Tuesday 30 August 2011

Packing It Up

Just when I thought I was ready for Scotland, the movers came. 


They knocked on our door, inoccently introduced themselves, and then wreaked havoc upon my life. 


Within an hour, I was having trouble finding things I still needed.  These people were packing machines. I realized quickly that I should have set up a designated area of items that would be "off limits" for the movers....things like tea bags, my phone charger, and a few extra pair of underpants.  By the end of the day, I was opening empty drawers and seriously stressing.  Twice I had to have them open taped boxes. 

The first day was a complete shock, so the second day wasn't nearly as bad.  They came in and wrapped up every piece of furniture we owned.  On the third day, they loaded up a huge semi, and by two o'clock, that was it.  The house was empty.  Just like that.

David was at work and the girls were with my parents, so walking through the house for the last time was strange.  Once I confirmed that everything was out, I signed off, and the found myself standing in the kitchen in the quiet.....alone in the house on Kensington Court.

David and I built the house in 2006, when we were first married.  We chose everything together, and for those of you who have built a house, you understand that includes everything from the light fixtures to the color of the tiles on the roof.  Building a house is a process of love and labor, and making it into your home is the best part.

I went upstairs to Cameron's room and recalled standing there during construction, six years prior, engaged and soon to be married, knowing for certain that I would be looking out those windows some day with a baby in my arms.  I walked down to our bedroom and remembered the magic of birthing Madison in that room, and the love that filled it that beautiful evening.  I peeked into the nursery and recalled the hours rocking my children until they slept, holding them close in my arms.  In the living room, I could picture both my girls learning to walk, David and I cheering them on as they teetered for balance.  Down the basement, I sat and took in the marks we made on the wood by the door, preserving forever how our kids had grown in the past four years.  I stood in the kitchen and could almost hear the laughter of Cameron and Madison.

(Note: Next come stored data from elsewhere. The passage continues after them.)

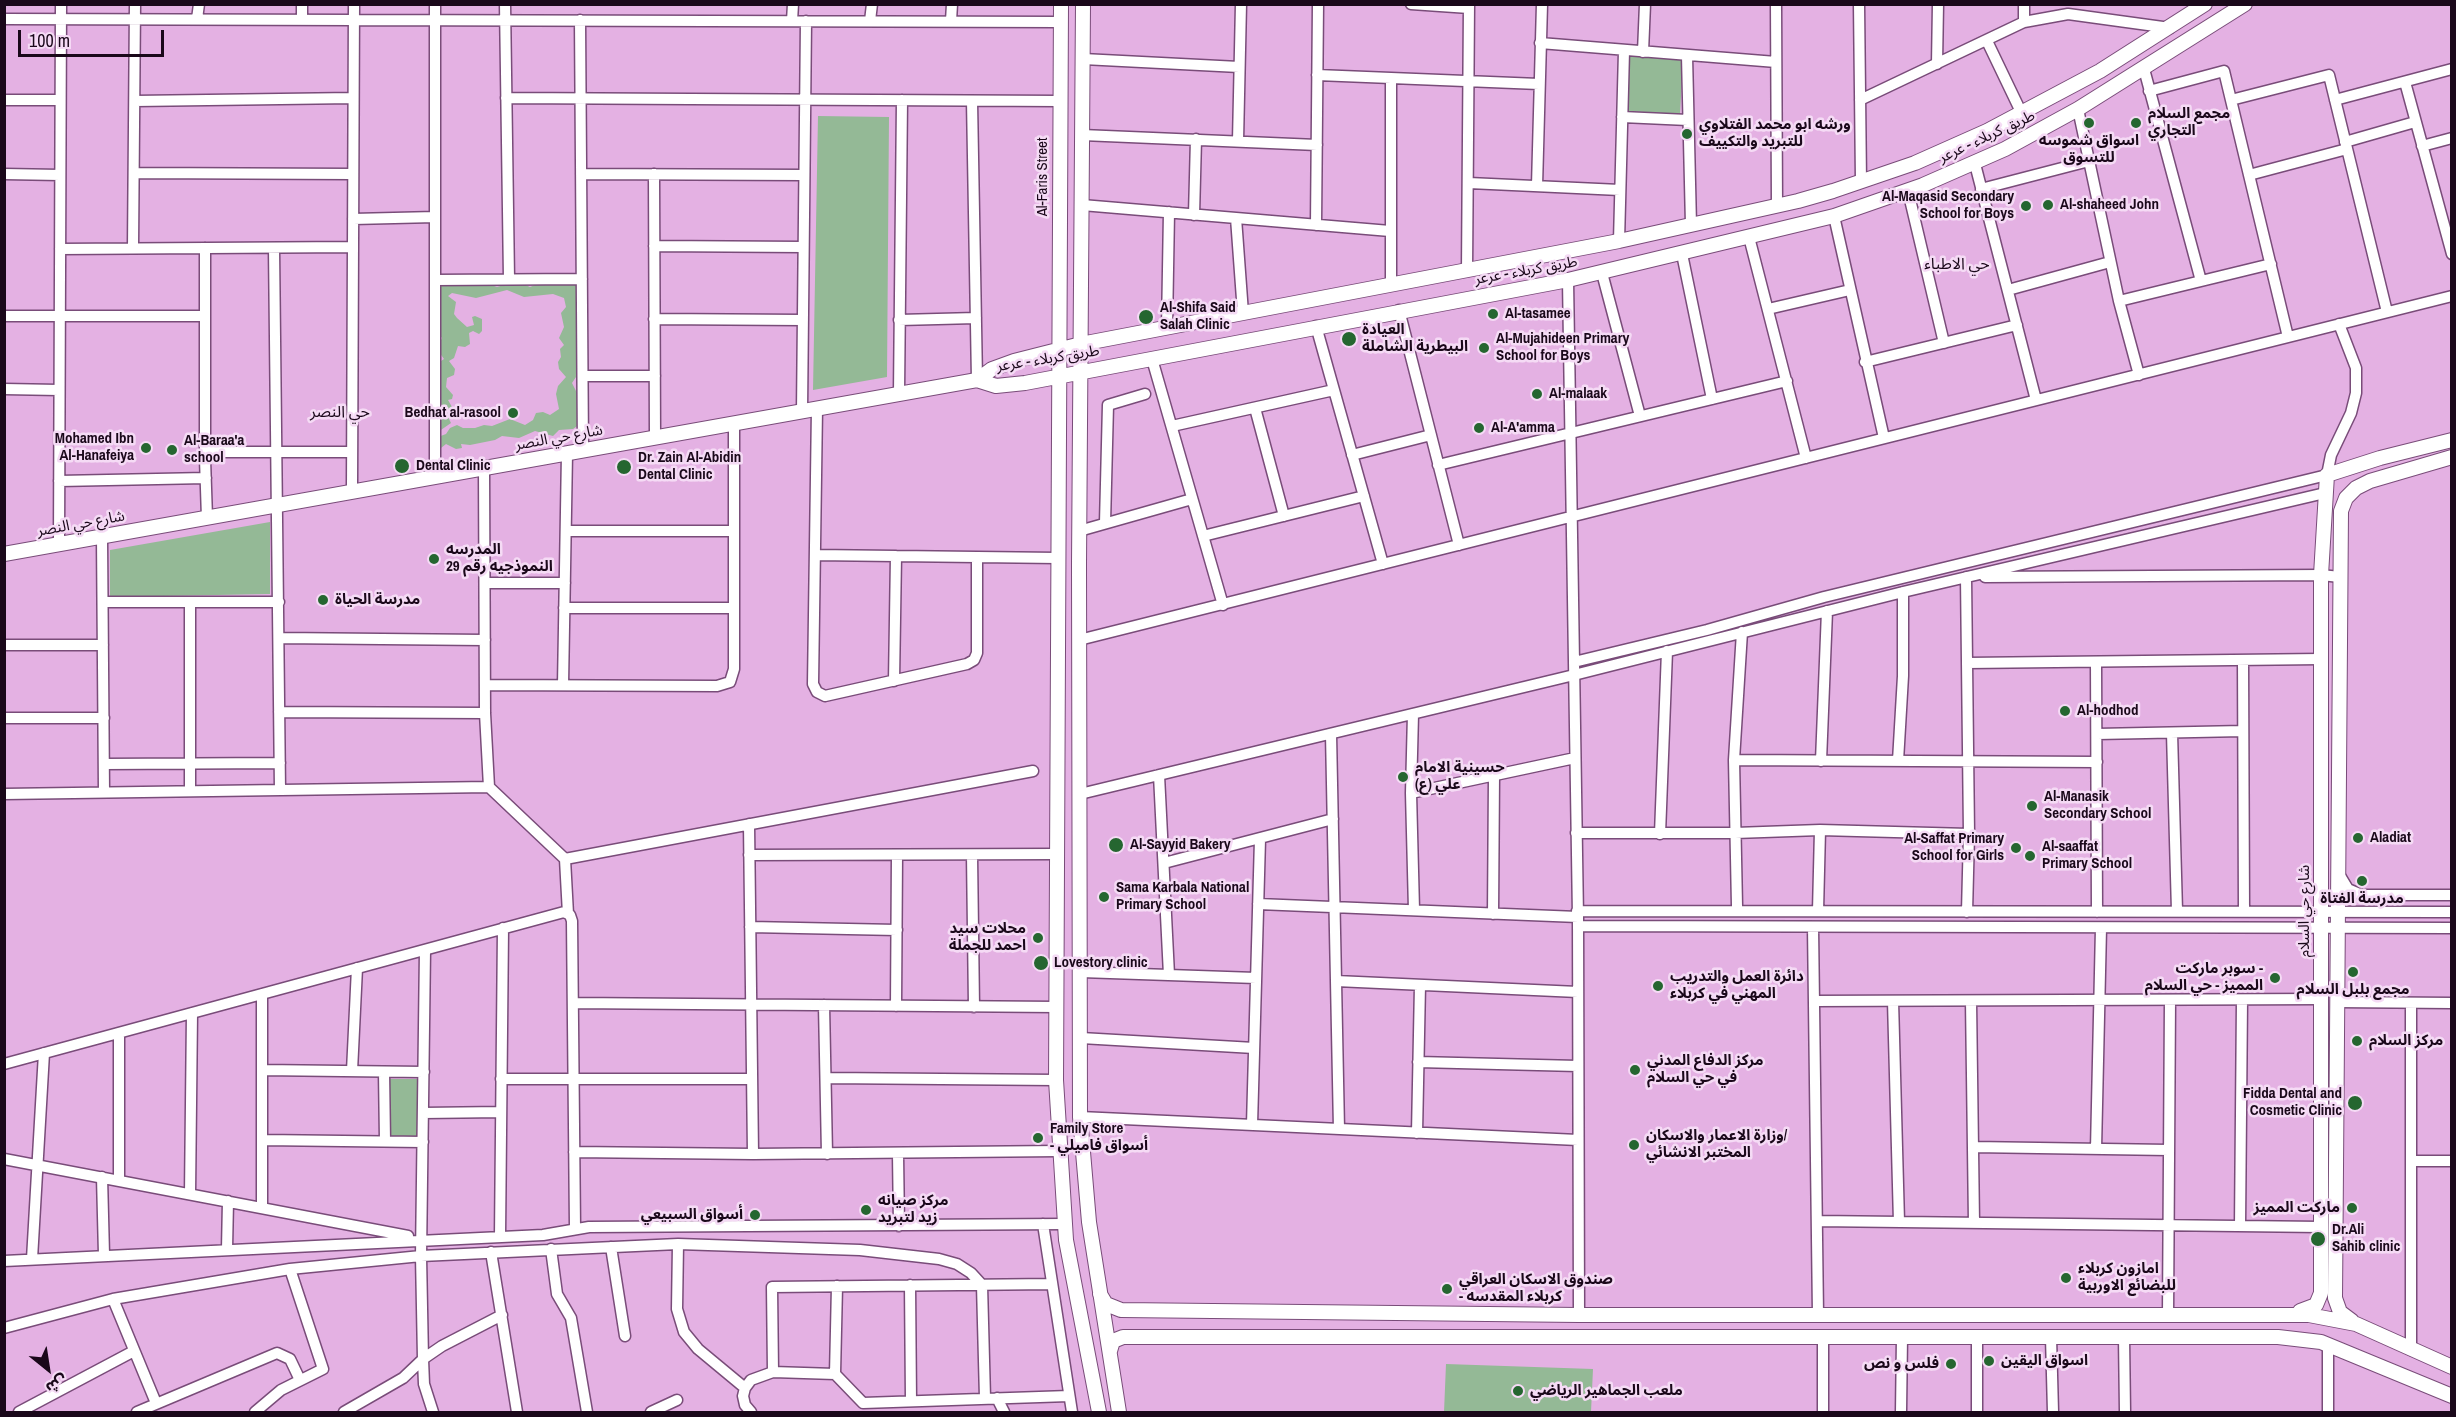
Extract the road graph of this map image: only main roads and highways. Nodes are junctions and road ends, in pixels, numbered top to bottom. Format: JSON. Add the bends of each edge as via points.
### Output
{"nodes":[{"id":1,"x":1061,"y":4,"type":"edge"},
{"id":2,"x":1083,"y":4,"type":"edge"},
{"id":3,"x":2205,"y":4,"type":"edge"},
{"id":4,"x":2245,"y":4,"type":"edge"},
{"id":5,"x":1953,"y":147,"type":"junction"},
{"id":6,"x":1915,"y":163,"type":"junction"},
{"id":7,"x":1961,"y":169,"type":"junction"},
{"id":8,"x":1923,"y":185,"type":"junction"},
{"id":9,"x":1059,"y":301,"type":"junction"},
{"id":10,"x":1081,"y":310,"type":"junction"},
{"id":11,"x":1104,"y":339,"type":"junction"},
{"id":12,"x":1081,"y":344,"type":"junction"},
{"id":13,"x":1058,"y":350,"type":"junction"},
{"id":14,"x":1113,"y":365,"type":"junction"},
{"id":15,"x":1081,"y":372,"type":"junction"},
{"id":16,"x":1058,"y":376,"type":"junction"},
{"id":17,"x":977,"y":380,"type":"junction"},
{"id":18,"x":1080,"y":405,"type":"junction"},
{"id":19,"x":2451,"y":440,"type":"edge"},
{"id":20,"x":1058,"y":451,"type":"junction"},
{"id":21,"x":1080,"y":453,"type":"junction"},
{"id":22,"x":2451,"y":456,"type":"edge"},
{"id":23,"x":4,"y":554,"type":"edge"},
{"id":24,"x":2321,"y":958,"type":"junction"},
{"id":25,"x":2337,"y":959,"type":"junction"},
{"id":26,"x":2328,"y":1265,"type":"junction"},
{"id":27,"x":1100,"y":1293,"type":"junction"},
{"id":28,"x":1170,"y":1311,"type":"junction"},
{"id":29,"x":1651,"y":1315,"type":"junction"},
{"id":30,"x":1683,"y":1315,"type":"junction"},
{"id":31,"x":2090,"y":1315,"type":"junction"},
{"id":32,"x":2120,"y":1315,"type":"junction"},
{"id":33,"x":2281,"y":1315,"type":"junction"},
{"id":34,"x":2356,"y":1324,"type":"junction"},
{"id":35,"x":1652,"y":1336,"type":"junction"},
{"id":36,"x":1682,"y":1336,"type":"junction"},
{"id":37,"x":1167,"y":1337,"type":"junction"},
{"id":38,"x":2087,"y":1337,"type":"junction"},
{"id":39,"x":2121,"y":1337,"type":"junction"},
{"id":40,"x":1110,"y":1351,"type":"junction"},
{"id":41,"x":2451,"y":1367,"type":"edge"},
{"id":42,"x":2451,"y":1396,"type":"edge"},
{"id":43,"x":1099,"y":1413,"type":"edge"},
{"id":44,"x":1119,"y":1413,"type":"edge"}],
"edges":[{"from":1,"to":9,"type":"main road","name":"Al-Faris Street"},
{"from":2,"to":10,"type":"main road"},
{"from":3,"to":5,"type":"main road","name":"طريق كربلاء - عرعر","via":[[2100,71]]},
{"from":4,"to":7,"type":"main road","name":"طريق كربلاء - عرعر","via":[[2078,109]]},
{"from":5,"to":6,"type":"main road","name":"طريق كربلاء - عرعر"},
{"from":5,"to":7,"type":"main road","via":[[1952,160]]},
{"from":6,"to":8,"type":"main road","via":[[1924,172]]},
{"from":6,"to":11,"type":"main road","name":"طريق كربلاء - عرعر","via":[[1777,206],[1619,241]]},
{"from":7,"to":8,"type":"main road","name":"طريق كربلاء - عرعر"},
{"from":8,"to":14,"type":"main road","name":"طريق كربلاء - عرعر","via":[[1834,216],[1602,273]]},
{"from":9,"to":10,"type":"main road","via":[[1069,313]]},
{"from":9,"to":13,"type":"main road","name":"Al-Faris Street"},
{"from":10,"to":11,"type":"main road","via":[[1089,333]]},
{"from":10,"to":12,"type":"main road"},
{"from":11,"to":12,"type":"main road","name":"طريق كربلاء - عرعر"},
{"from":12,"to":13,"type":"main road","name":"طريق كربلاء - عرعر"},
{"from":12,"to":15,"type":"main road"},
{"from":13,"to":16,"type":"main road","name":"Al-Faris Street"},
{"from":13,"to":17,"type":"main road","name":"طريق كربلاء - عرعر","via":[[992,369]]},
{"from":14,"to":15,"type":"main road","name":"طريق كربلاء - عرعر"},
{"from":14,"to":18,"type":"main road","via":[[1090,382]]},
{"from":15,"to":16,"type":"main road","name":"طريق كربلاء - عرعر"},
{"from":15,"to":18,"type":"main road"},
{"from":16,"to":17,"type":"main road","name":"طريق كربلاء - عرعر","via":[[996,386]]},
{"from":16,"to":20,"type":"main road","name":"Al-Faris Street"},
{"from":17,"to":23,"type":"main road","name":"شارع حي النصر"},
{"from":18,"to":21,"type":"main road"},
{"from":19,"to":24,"type":"main road","name":"شارع حي السلام","via":[[2327,475],[2321,575],[2314,912]]},
{"from":20,"to":21,"type":"main road","via":[[1063,443],[1072,442]]},
{"from":20,"to":43,"type":"main road","name":"Al-Faris Street","via":[[1059,1151],[1065,1224]]},
{"from":21,"to":27,"type":"main road","via":[[1080,1117],[1086,1199]]},
{"from":22,"to":25,"type":"main road","via":[[2392,472],[2356,488],[2341,511]]},
{"from":24,"to":25,"type":"main road"},
{"from":24,"to":26,"type":"main road","name":"شارع حي السلام","via":[[2321,1227]]},
{"from":25,"to":26,"type":"main road"},
{"from":26,"to":33,"type":"main road","name":"شارع حي السلام","via":[[2316,1305]]},
{"from":26,"to":34,"type":"main road","via":[[2336,1304],[2343,1316]]},
{"from":27,"to":28,"type":"main road","via":[[1113,1308]]},
{"from":27,"to":40,"type":"main road"},
{"from":28,"to":29,"type":"main road"},
{"from":28,"to":37,"type":"main road","via":[[1161,1323]]},
{"from":29,"to":30,"type":"main road"},
{"from":29,"to":35,"type":"main road","via":[[1656,1323]]},
{"from":30,"to":31,"type":"main road"},
{"from":30,"to":36,"type":"main road","via":[[1677,1325]]},
{"from":31,"to":32,"type":"main road"},
{"from":31,"to":38,"type":"main road","via":[[2093,1326]]},
{"from":32,"to":33,"type":"main road"},
{"from":32,"to":39,"type":"main road","via":[[2114,1326]]},
{"from":33,"to":34,"type":"main road","via":[[2320,1316]]},
{"from":34,"to":41,"type":"main road"},
{"from":35,"to":36,"type":"main road"},
{"from":35,"to":37,"type":"main road"},
{"from":36,"to":38,"type":"main road"},
{"from":37,"to":40,"type":"main road","via":[[1123,1337],[1113,1341]]},
{"from":38,"to":39,"type":"main road"},
{"from":39,"to":42,"type":"main road","via":[[2310,1339]]},
{"from":40,"to":44,"type":"main road"}]}
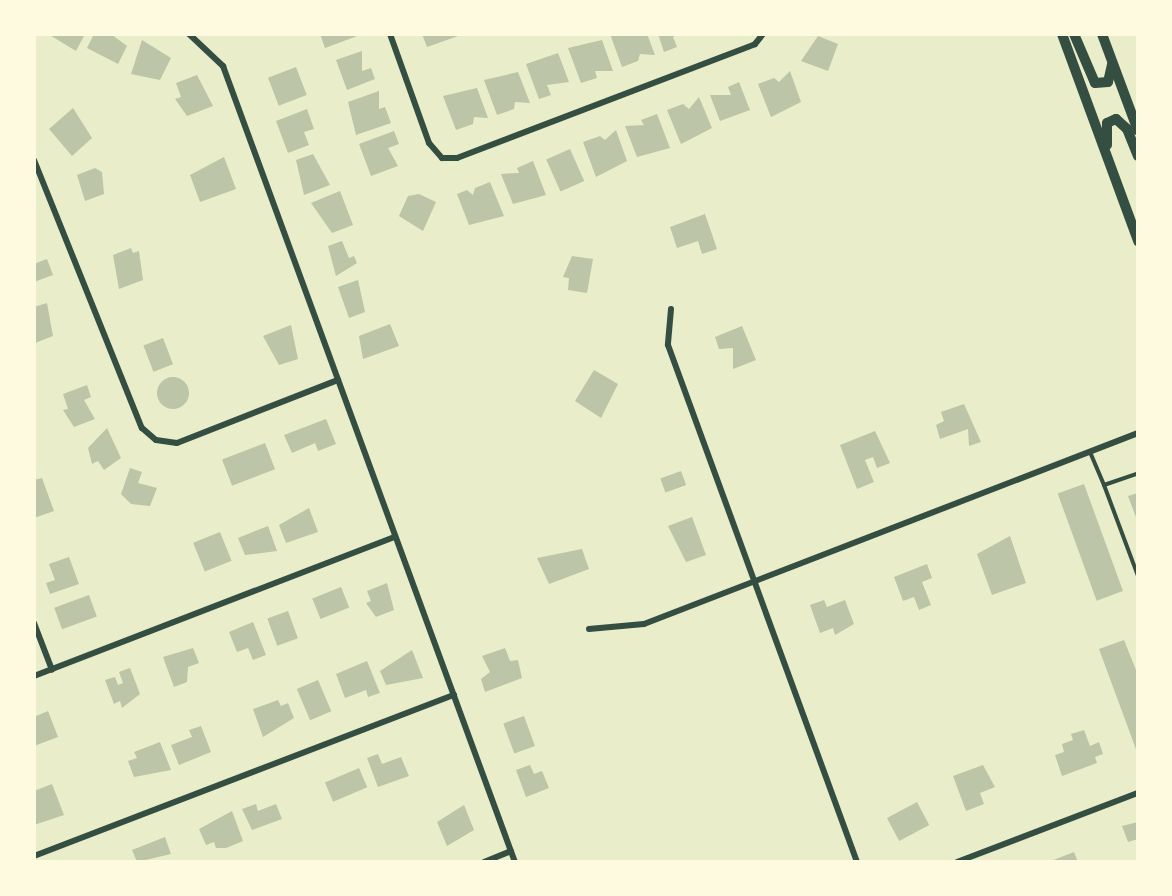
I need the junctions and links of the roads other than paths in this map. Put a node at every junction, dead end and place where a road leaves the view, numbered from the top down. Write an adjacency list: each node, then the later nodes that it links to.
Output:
1 (189, 34): 16 (street)
2 (390, 34): 3 (street)
3 (763, 34)
4 (942, 34): 5 (lane)
5 (960, 34)
6 (1062, 34): 12 (main road)
7 (1074, 34): 9 (main road)
8 (1102, 34): 9 (main road)
9 (1112, 62): 10 (main road)
10 (1137, 131)
11 (1137, 156): 12 (main road)
12 (1108, 157): 14 (main road)
13 (34, 160): 16 (street)
14 (1137, 241)
15 (671, 309): 23 (street)
16 (338, 380): 21 (street)
17 (1137, 433): 18 (street)
18 (1090, 452): 20 (lane); 23 (street)
19 (1137, 473): 20 (lane)
20 (1104, 485): 22 (lane)
21 (395, 537): 28 (street); 30 (street)
22 (1137, 576)
23 (757, 580): 27 (street); 36 (street)
24 (1137, 619): 26 (lane)
25 (34, 623): 28 (street)
26 (1137, 625)
27 (589, 629)
28 (52, 670): 29 (street)
29 (34, 676)
30 (454, 695): 32 (street); 33 (street)
31 (1137, 793): 37 (street)
32 (511, 851): 34 (street); 35 (street)
33 (34, 856)
34 (484, 861)
35 (515, 861)
36 (857, 861)
37 (957, 861)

I walked over to one of the built-in bookshelves and saw two scratches in the wood.  I remembered how angry I was the day that Cameron had done that.  Then I thought of Tom, David's friend, who came to see us soon after.  I was complaining to him about how children destroy your belongings, and gave the example of the scratches in the wood on the bookshelf.  Tom, in all his wisdom, said simply, "Some day you'll look at that and remember how precious childhood is, and how quickly it goes by.  It will be a good reminder to you of how much you love Cameron."

For a moment, I thought I would break down, but I didn't want to go there.  I was starting fresh, and a house was simply wood and dry wall.  The memories there were all about my beautiful little family, and I would see them in a matter of hours.  As long I have them, I don't care where I live.

I closed the door behind me and never looked back. 

1 comment:

  1. Tearing up reading this and reflecting on all my personal memories in your house...1st New Years Eve "party" pre babies, dancing to Michael Jackson hits in the living room and calling your parents at midnight drunk off our butts to wish them a happy New Year; sitting around, both pregnant, and counting down the days before our first precious ones arrived; taking a million pictures of our new babies...Cameron mostly crying and Jillian mostly sleeping; crying as you played your guitar singing the "Mother's Day Song" as we shared our very first Mother's Day together in May 2008, I love that song; birthday parties; cookouts; outdoor adventures; neighborhood walks; wacky yard sales; and plenty of discussions about our strengths, weaknesses, and the joys and challenges of the most important adventure of our lives...motherhood. I am so grateful for the time we spent together over the last 4 years…so many great memories. We miss you and the girls so much and are very much looking forward to visiting you, David and the girls in Scotland. Looking forward to reading about your adventures abroad. Take care. Love ya.